Despite the weather (it turns out February is rain season in the West), we donned our coats and umbrellas and attempted to visit something imPORTant; a winery. Porto is the city of Port, and you can't go there and not get a cheap 6 euro winery tour with 2 free samples. Actually, you can...
Several selfies later on the bridge designed by Gustave Eiffel (so it was basically a sideways Eiffel tower that cars could drive on), misdirected meanderings around the hills (finally hills, a Wellington girl misses her hills) leading down to the waterfront, we discovered that unlike in Spain, things close early here.
|We came to Porto for the weather|
Ah well. We'd already filled up on franceshinas for lunch, which is a heart attack in a sandwich. White bread loaded with ham, steak, chorizo, cheese, drizzled with cheese sauce and topped with a mild curry sauce, so we weren't particularly hungry. We'd mastered the tram system, so headed back into the centre of town to find a wine bar and sample some Portuguese drops.
It didn't take long to find a cute wine bar tucked into a side street, although when you're absolutely sopping wet, tired, unsure exactly what you're looking for and with a group, it feels a bit longer. But luckily we'd struck Happy Hour, and got down to business. The waiter was incredibly polite and patient with five girls ordering, and gave us a good overview of the different styles of wine from around Portugal. In a nutshell, the grapes are mixed.
It wouldn't be a trip to a wine bar without spillage. My white sweater was the victim of said spillage, and I was heartbroken that for the rest of the trip I'd be wearing (I hadn't brought any other sweater) a top that made me look like I'd been stabbed in the chest. My luck changed when one of the waiters lent some stain removal spray, so all that was left was a powdery residue and a faint blue mark.
The port was undeniably excellent, and the ham and cheese platter that we ordered later on was amazing. We returned to the hostel happy, and happier still when one of the people working there offered to order us pizza. Portuguese people lived up to their reputation of being incredibly nice.
Morning #1 in Portugal and it was breakfast time. I expected something along the lines of the meagre offerings of Spanish hostels - maybe some packet cake or bread roll and coffee. But the cute dining room (Ikea strikes again) boasted a platter of ham and cheese, three different kinds of bread (chocolate chip bread was one option), milo cereal and cornflakes, fruit salad, filter coffee, tea and fresh fruit. It was heavenly. Moreover, we met a Polish traveller who had been to Portugal several times before and gave us valuable tips on what to see and where to go in Lisbon. She also confirmed our suspicion that it wasn't worth visiting Sintra in this weather.

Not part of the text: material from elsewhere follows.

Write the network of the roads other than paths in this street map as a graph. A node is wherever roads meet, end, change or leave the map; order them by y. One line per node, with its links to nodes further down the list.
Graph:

Our winery tour eventuated later that morning, post expert parallel park by me, the only one brave enough to attempt it in a rental car (thanks Wellington for the training). Although it was in Portuguese (the English tour was too late for us), I managed to glean that wine is stored in barrels, some barrels they send to Scotland for whisky, Port is stronger than normal wine, cute toddlers don't appreciate winery tours but you can make funny faces at them and the like that, and 6 euros is a really good price for 2 tasters and a 1/2 hour tour.

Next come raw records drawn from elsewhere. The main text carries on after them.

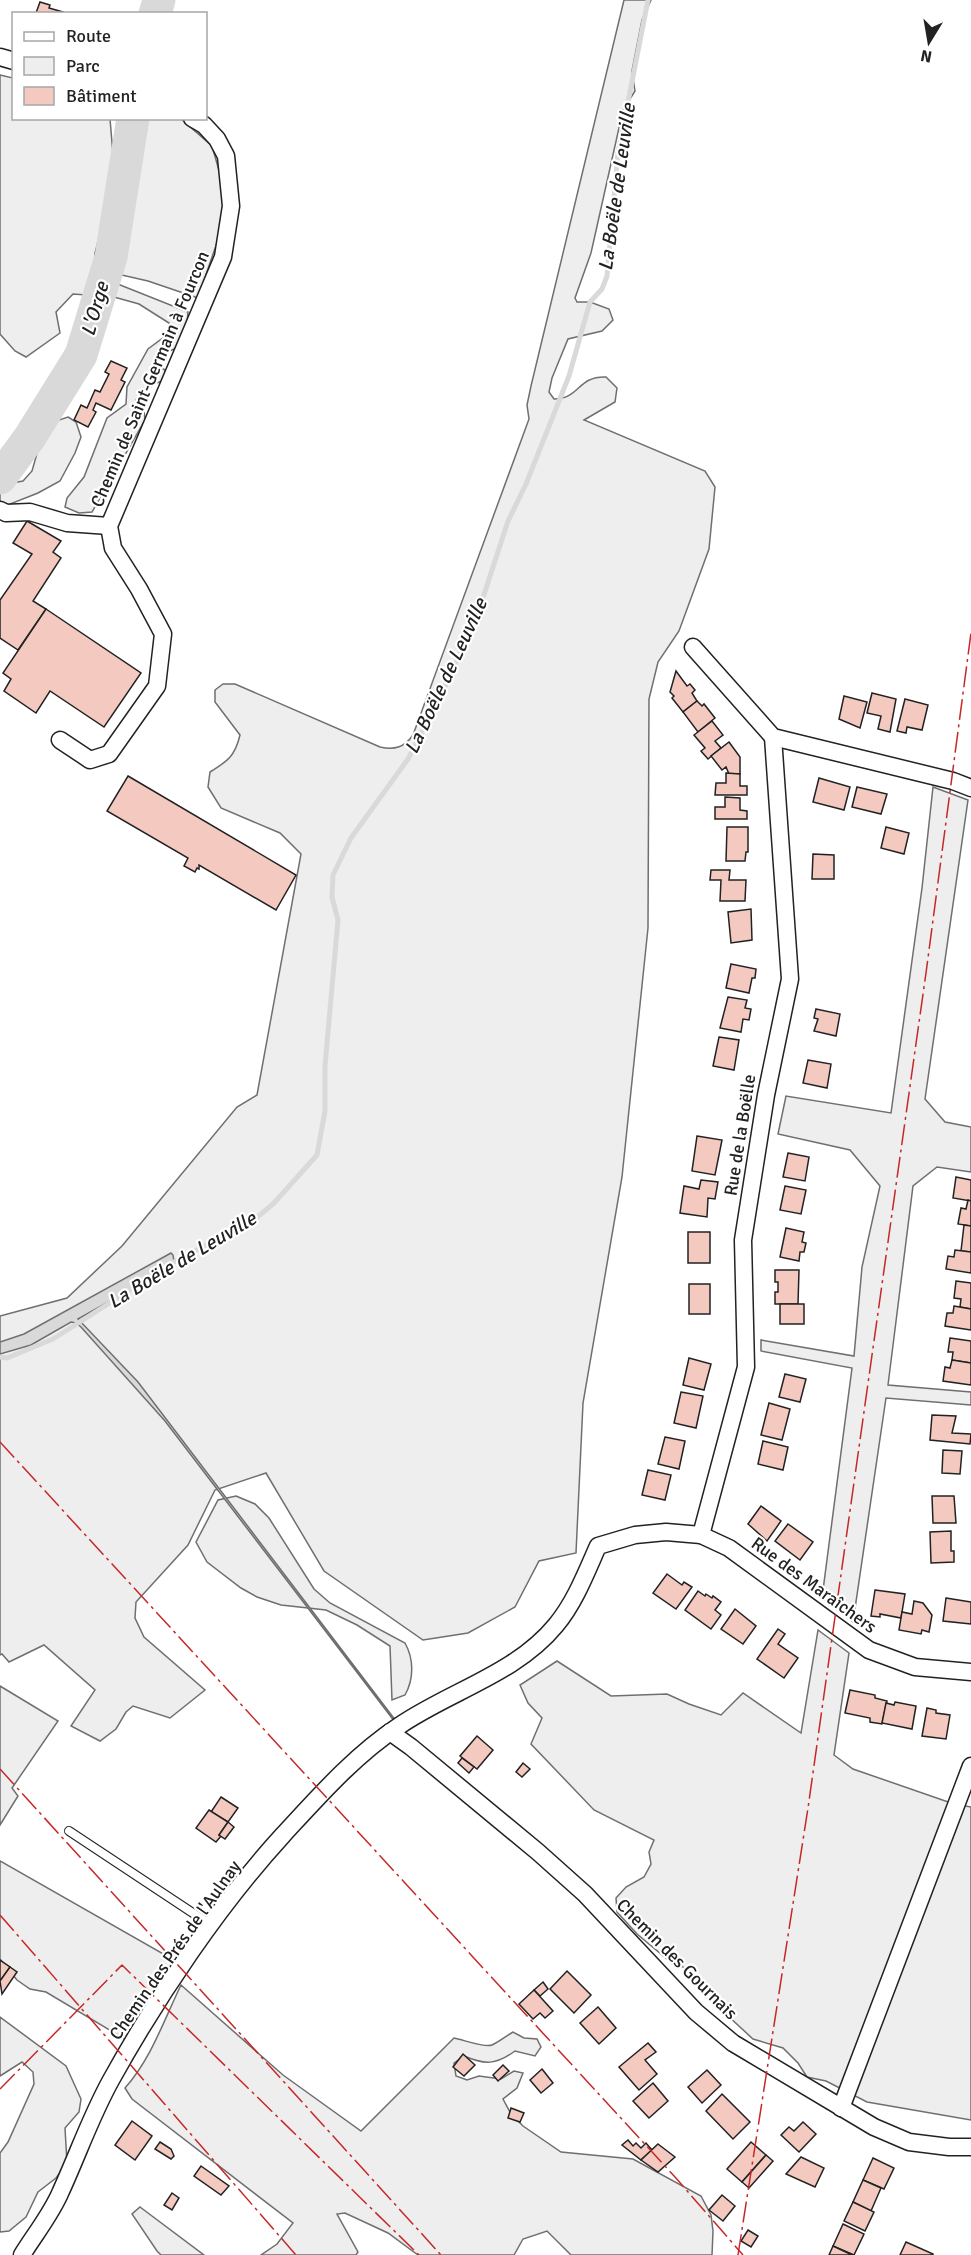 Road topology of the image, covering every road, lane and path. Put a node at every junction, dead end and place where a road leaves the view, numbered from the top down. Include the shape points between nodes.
1 (195, 120) edge
2 (0, 510) edge
3 (110, 526) junction
4 (693, 646) dead end
5 (773, 737) junction
6 (60, 740) dead end
7 (971, 788) edge
8 (635, 1535) joint
9 (701, 1535) junction
10 (971, 1672) edge
11 (390, 1732) junction
12 (971, 1766) edge
13 (69, 1831) dead end
14 (212, 1925) junction
15 (841, 2108) junction
16 (971, 2147) edge
17 (22, 2255) edge

1 - 3 street, Chemin de Saint-Germain à Fourcon via 217,139 226,156 231,206 226,246
2 - 3 street, Chemin de Saint-Germain à Fourcon via 30,512 68,523
3 - 6 street, Chemin de Saint-Germain à Fourcon via 113,548 163,634 157,686 109,754 90,760
4 - 5 street
5 - 7 street
5 - 9 street, Rue de la Boëlle via 790,979 766,1095 743,1240 746,1367
8 - 9 street, Rue des Maraîchers
8 - 11 street, Chemin des Prés de l'Aulnay via 598,1546 579,1590 537,1645
9 - 10 street, Rue des Maraîchers via 729,1548 869,1650 915,1667
11 - 14 street, Chemin des Prés de l'Aulnay via 353,1761 282,1836
11 - 15 street, Chemin des Gournais via 585,1894 696,2012 726,2036
12 - 15 street
13 - 14 lane
14 - 17 street, Chemin des Prés de l'Aulnay via 148,2015 86,2130 61,2194
15 - 16 street, Chemin des Gournais via 909,2142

Before departing to Lisbon, we also visited the oldest bookstore in the world and an incredible cathedral, got ham and cheese sandwiches that made 4/5 of us queasy, and had all our umbrellas blown inside out at least 5 times. The library was Hogwarts-chic, a cute staircase, stacked with books and probably had enough tourists in there to populate a small nation. But it was worth the visit nonetheless. The cathedral was something else. Exquisite detailing in every part, but we couldn't get a proper look as it was also a Sunday (edit, it was a Saturday) and there were services taking place there.
Lisbon was the next stop, a four hour drive away from Porto. All went smoothly, except for the fact that our reserved park was being hijacked by a random car and in order to park, we had to wait for the police to tow away the offending vehicle. Luckily that happened before we had to pay 90 euros for overnight parking in downtown Lisbon.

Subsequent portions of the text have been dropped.